◆ **Exercise**: Once the line containing "M739 401 746 416 729 424 722 409Z" is found in the entries below, reproduce it and every line after it, stopping at and including the line containing "M86 849 93 865"; reproduce nothing else, and keep each line exact.

Collected data entries

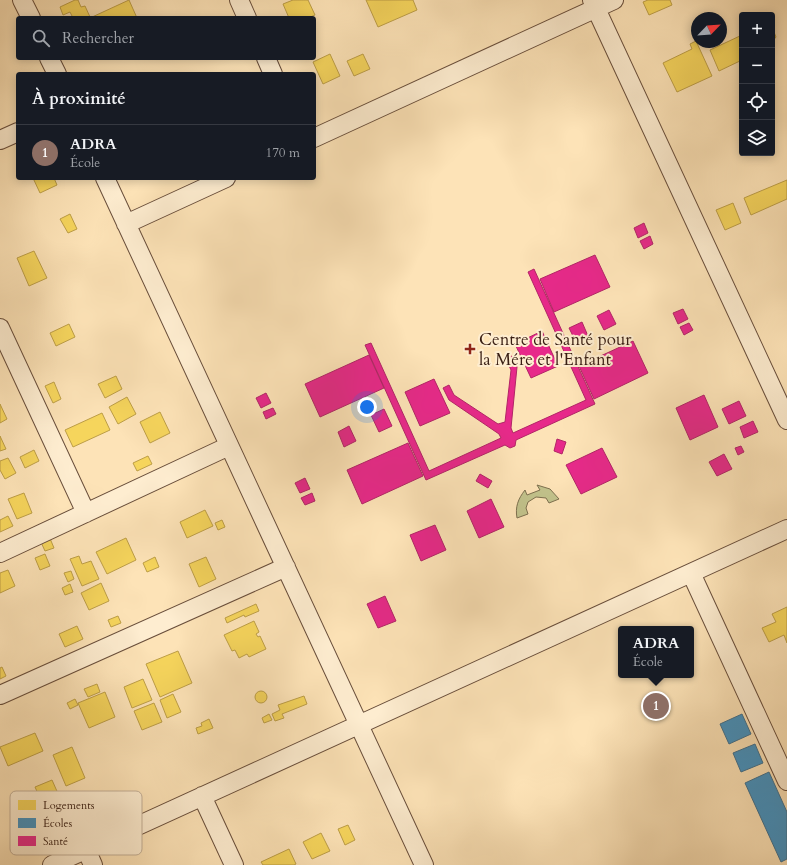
<!DOCTYPE html>
<html lang="fr">
<meta charset="utf-8">
<style>
:root{--surface:#171b24;--page:#242831;--text:#f1f3f6;--muted:#9ea1a6;--line:#363941;--accent:#b45309}
body{margin:0;font-family:Cardo,serif;background:var(--page);color:var(--text)}
.controls{position:absolute;right:12px;top:12px;display:grid;overflow:hidden;border-radius:4px;box-shadow:0 2px 10px #0003}
.controls button{width:36px;height:36px;display:grid;place-items:center;padding:0;border:0;border-bottom:1px solid var(--line);background:var(--surface);color:var(--text);font:20px sans-serif}
.compass{position:absolute;left:691px;top:12px;width:36px;height:36px;border-radius:50%;background:var(--surface);box-shadow:0 2px 10px #0003;rotate:65deg}
.you{position:absolute;left:367px;top:407px;width:14px;height:14px;margin:-10px;border:3px solid #fff;border-radius:50%;background:#1a73e8;box-shadow:0 0 0 6px #1a73e833}
.badge{display:grid;place-items:center;width:26px;height:26px;border-radius:50%;background:var(--accent);color:#fff;font-size:13px;font-weight:700}
.pin{position:absolute;translate:-50% -50%;border:2px solid #fff;box-shadow:0 1px 4px #0006}
.popup{position:absolute;left:618px;top:626px;width:76px;height:52px;box-sizing:border-box;display:grid;place-content:center;border-radius:4px;background:var(--surface);filter:drop-shadow(0 1px 3px #0005);font-size:13px;white-space:nowrap;color:var(--muted)}
.popup b{font-size:15px;color:var(--text)}
.popup::after{content:'';position:absolute;left:50%;top:100%;margin-left:-8px;border:8px solid transparent;border-top-color:var(--surface)}
.list{margin:0;padding:0;list-style:none}
h2{display:flex;justify-content:space-between;align-items:center;height:52px;margin:0;padding:0 16px;font-size:17px}
h2 small{font-size:13px;font-weight:400;color:var(--muted)}
.list li{display:grid;grid-template-columns:26px 1fr auto;gap:12px;align-items:center;box-sizing:border-box;height:56px;padding:0 16px;border-top:1px solid var(--line)}
.list b{display:block;font-size:15px;white-space:nowrap}
.list p{margin:0;font-size:13px;white-space:nowrap;color:var(--muted)}
.list em{font-size:13px;font-style:normal;color:var(--muted)}
.icon{flex:none;width:22px;height:22px;fill:none;stroke:currentColor;stroke-width:2;stroke-linecap:round;stroke-linejoin:round}
.map{position:relative;flex:none;width:787px;height:865px;overflow:hidden}
.search{position:absolute;background:var(--surface);box-shadow:0 2px 10px #0003;left:16px;top:16px;width:300px;height:44px;display:flex;align-items:center;gap:10px;box-sizing:border-box;padding:0 14px;border-radius:4px;color:var(--muted);font-size:15px}
.panel{position:absolute;background:var(--surface);box-shadow:0 2px 10px #0003;left:16px;top:72px;width:300px;height:108px;border-radius:4px}
.map>svg:first-child{display:block}
.green{fill:#c2c38c;stroke:#7d704f}
.homes{fill:#f6d55c;stroke:#bd9e46}
.schools{fill:#4393c3;stroke:#40708e}
.health{fill:#e7298a;stroke:#b22566}
.lines{fill:none;stroke-linecap:round;stroke-linejoin:round}
.minor-casing{stroke:#694e3b;stroke-width:20}
.minor{stroke:#feedd0;stroke-width:18}
.poi-dot{fill:#8f2418;stroke:#feedd0;stroke-width:1.5}
.labels{text-anchor:middle;stroke-width:4;stroke-linejoin:round;paint-order:stroke}
.poi-label{font-size:17px;fill:#381d12;stroke:#feedd0;text-anchor:start}
.key{fill:#feedd0;stroke:#c3af97;stroke-width:1}
.key-label{font-size:11px;fill:#381d12}
</style>
<div class="map">
<svg width="787" height="865" viewBox="0 0 787 865">
<rect width="100%" height="100%" fill="#fde3b7"/>
<filter id="stains"><feTurbulence type="fractalNoise" baseFrequency=".005" numOctaves="4"/><feColorMatrix values="0 0 0 0 .2 0 0 0 0 .09 0 0 0 0 .02 0 0 0 .5 -.17"/></filter>
<radialGradient id="worn" r=".72"><stop offset=".6" stop-color="#630" stop-opacity="0"/><stop offset="1" stop-color="#630" stop-opacity=".3"/></radialGradient>
<path class="green" d="M537 485 550 489 559 499 549 503 546 498 536 497 528 502 526 508 528 514 517 518C515 507 518 499 525 490L527 495 540 490Z"/>
<path class="homes" d="M75 0H78L81 7 85 6 90 17 73 18 70 12 63 15 60 7Z
M129 0 137 18H90Z
M293 0H308L315 15 308 18H289L283 4Z
M366 0H413L417 10 378 27Z
M648 0H670L672 5 649 15 643 2Z
M772 31 774 32 776 37 772 42Z
M742 35V60L719 71 710 50Z
M696 41 712 76 677 92 663 63 692 49 690 44Z
M330 54 340 76 323 84 313 62Z
M363 54 370 69 354 76 347 61Z
M33 178H54L57 185 40 193Z
M787 180V199L751 215 744 198Z
M733 203 741 223 725 230 716 210Z
M70 214 77 229 68 233 60 219Z
M34 251 47 278 29 286 17 258Z
M69 324 75 337 56 346 50 333Z
M116 376 122 389 105 398 98 384Z
M54 382 61 399 53 403 45 386Z
M127 397 136 414 118 424 109 407Z
M0 404 7 419 0 423Z
M160 412 170 433 150 443 140 422Z
M102 413 110 430 73 447 65 430Z
M0 436 6 449 0 451Z
M34 450 39 461 25 468 20 457Z
M148 456 152 464 137 471 133 463Z
M8 458 16 473 5 479 0 470V461Z
M24 493 32 513 17 519 8 499Z
M205 510 213 526 187 538 180 522Z
M8 516 13 526 0 532V520Z
M222 520 225 527 218 530 215 523Z
M49 536 54 548 45 551 40 540Z
M126 538 136 560 107 574 96 552Z
M45 554 50 566 40 570 35 558Z
M79 556 82 564 91 561 99 579 82 586 70 559Z
M155 557 159 567 147 572 143 563Z
M206 557 216 579 199 587 189 564Z
M8 570 15 586 0 593V573Z
M71 571 74 579 68 582 64 573Z
M101 583 109 601 89 610 81 593Z
M70 584 73 592 65 595 62 588Z
M256 604 259 611 245 617 244 615 227 623 225 618Z
M787 607V643L784 635 769 642 762 628 776 622 772 614Z
M118 616 121 623 111 627 108 620Z
M254 621 259 632 256 634 258 637 260 636 266 649 249 657 247 654 239 658 235 650 232 651 224 635Z
M77 626 83 639 65 647 59 634Z
M178 651 192 683 160 697 146 664Z
M2 667 6 676 0 679V668Z
M143 679 152 700 132 708 124 687Z
M97 684 100 692 88 697 84 689Z
M255 697a6 6 0 1 1 12 0a6 6 0 1 1-12 0Z
M105 692 115 717 89 728 78 703Z
M173 694 181 712 167 718 160 700Z
M304 696 307 704 282 714 284 718 275 721 272 714 280 710 278 705Z
M75 699 78 705 70 709 67 703Z
M154 703 162 722 142 730 134 711Z
M269 714 272 720 264 723 262 718Z
M209 719 213 728 198 734 196 728 202 726 201 723Z
M35 733 43 751 8 766 0 747Z
M72 747 85 778 66 786 53 755Z
M52 780 60 798 43 805 35 787Z
M348 825 355 840 345 845 338 829Z
M321 833 330 851 312 859 303 842Z
M289 849 296 864 294 865H263L261 862Z"/>
<path class="schools" d="M742 714 751 734 729 744 720 724Z
M755 744 763 763 741 772 733 753Z
M769 772 787 812V859L781 862 745 783Z"/>
<path class="health" d="M644 223 648 233 638 238 634 228Z
M650 236 653 244 644 249 640 241Z
M595 255 610 287 554 312 540 279Z
M534 269 595 404 516 440 515 446 510 448 505 445 426 480 365 345 371 343 429 471 501 438 499 434 449 400 443 388 449 385 454 395 498 424 505 422 511 370 506 359 512 356 517 367 511 428 513 433 586 400 528 272Z
M683 309 688 319 678 324 673 313Z
M609 310 616 324 604 330 597 316Z
M582 322 588 336 576 342 569 328Z
M689 323 693 330 684 335 680 327Z
M542 331 558 366 531 378 515 344Z
M633 341 648 373 594 399 579 366Z
M369 355 384 388 320 417 305 384Z
M434 379 450 413 420 426 405 392Z
M266 393 271 403 261 408 256 398Z
M704 395 718 427 690 440 676 408Z
M739 401 746 416 729 424 722 409Z
M273 408 276 414 266 419 263 412Z
M384 409 392 426 379 432 371 415Z
M753 421 758 432 744 438 740 427Z
M349 426 356 441 344 447 338 432Z
M557 439 566 442 562 454 554 451Z
M408 443 423 476 362 504 347 470Z
M741 446 744 452 738 455 735 448Z
M602 448 617 477 581 494 566 465Z
M724 454 732 469 717 476 709 462Z
M480 474 492 481 488 488 476 481Z
M305 478 310 489 300 493 295 483Z
M312 493 315 501 305 505 301 498Z
M491 499 504 527 479 538 467 511Z
M435 525 446 550 421 561 410 535Z
M385 596 396 621 378 628 367 604Z"/>
<g class="lines">
<g class="minor-casing">
<path id="minor" d="M22 0 31 18
M239 0 247 18
M592 0 787 420
M49 58 57 74
M266 58 273 74
M314 138 614 0
M0 140 18 132
M105 178 424 865
M126 224 226 178
M0 328 86 513
M0 553 229 446
M691 573 787 781
M0 695 286 567
M202 796 234 865
M86 849 93 865
M52 865 787 529"/>
</g>
<use href="#minor" class="minor"/>
</g>
<path class="poi-dot" d="M468 343h4v4h4v4h-4v4h-4v-4h-4v-4h4z"/>
<g class="labels">
<g class="poi-label">
<text x="479" y="345">Centre de Santé pour<tspan x="479" dy="20">la Mére et l'Enfant</tspan></text>
</g>
</g>
<rect x="10" y="791" width="132" height="64" rx="6" class="key"/>
<rect x="18" y="800" width="18" height="10" fill="#f6d55c"/>
<rect x="18" y="818" width="18" height="10" fill="#4393c3"/>
<rect x="18" y="836" width="18" height="10" fill="#e7298a"/>
<g class="key-label">
<text x="43" y="809">Logements</text>
<text x="43" y="827">Écoles</text>
<text x="43" y="845">Santé</text>
</g>
<rect width="100%" height="100%" filter="url(#stains)"/>
<rect width="100%" height="100%" fill="url(#worn)"/>
</svg>
<div class="controls">
<button>+</button>
<button>−</button>
<button><svg class="icon" aria-label="locate" viewBox="0 0 24 24"><circle cx="12" cy="12" r="6"/><path d="M12 2v4M12 18v4M2 12h4M18 12h4"/></svg></button>
<button><svg class="icon" aria-label="layers" viewBox="0 0 24 24"><path d="M12 4l9 5-9 5-9-5zM3 14l9 5 9-5"/></svg></button>
</div>
<svg class="compass" viewBox="-18 -18 36 36"><path d="M0-13l5 13h-10z" fill="#e53935"/><path d="M0 13l5-13h-10z" fill="#9ea1a6"/></svg>
<div class="you"></div>
<div class="pin badge" style="left:656px;top:706px;background:#8d6e63">1</div>
<div class="popup"><b>ADRA</b>École</div>
<div class="search"><svg class="icon" aria-label="search" viewBox="0 0 24 24"><circle cx="10" cy="10" r="6"/><path d="M15 15l6 6"/></svg>Rechercher</div>
<section class="panel">
<h2>À proximité<small></small></h2>
<ul class="list">
<li><span class="badge" style="background:#8d6e63">1</span><div><b>ADRA</b><p>École</p></div><em>170 m</em></li>
</ul>
</section>
</div>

◆ **Answer to this task**:
M739 401 746 416 729 424 722 409Z
M273 408 276 414 266 419 263 412Z
M384 409 392 426 379 432 371 415Z
M753 421 758 432 744 438 740 427Z
M349 426 356 441 344 447 338 432Z
M557 439 566 442 562 454 554 451Z
M408 443 423 476 362 504 347 470Z
M741 446 744 452 738 455 735 448Z
M602 448 617 477 581 494 566 465Z
M724 454 732 469 717 476 709 462Z
M480 474 492 481 488 488 476 481Z
M305 478 310 489 300 493 295 483Z
M312 493 315 501 305 505 301 498Z
M491 499 504 527 479 538 467 511Z
M435 525 446 550 421 561 410 535Z
M385 596 396 621 378 628 367 604Z"/>
<g class="lines">
<g class="minor-casing">
<path id="minor" d="M22 0 31 18
M239 0 247 18
M592 0 787 420
M49 58 57 74
M266 58 273 74
M314 138 614 0
M0 140 18 132
M105 178 424 865
M126 224 226 178
M0 328 86 513
M0 553 229 446
M691 573 787 781
M0 695 286 567
M202 796 234 865
M86 849 93 865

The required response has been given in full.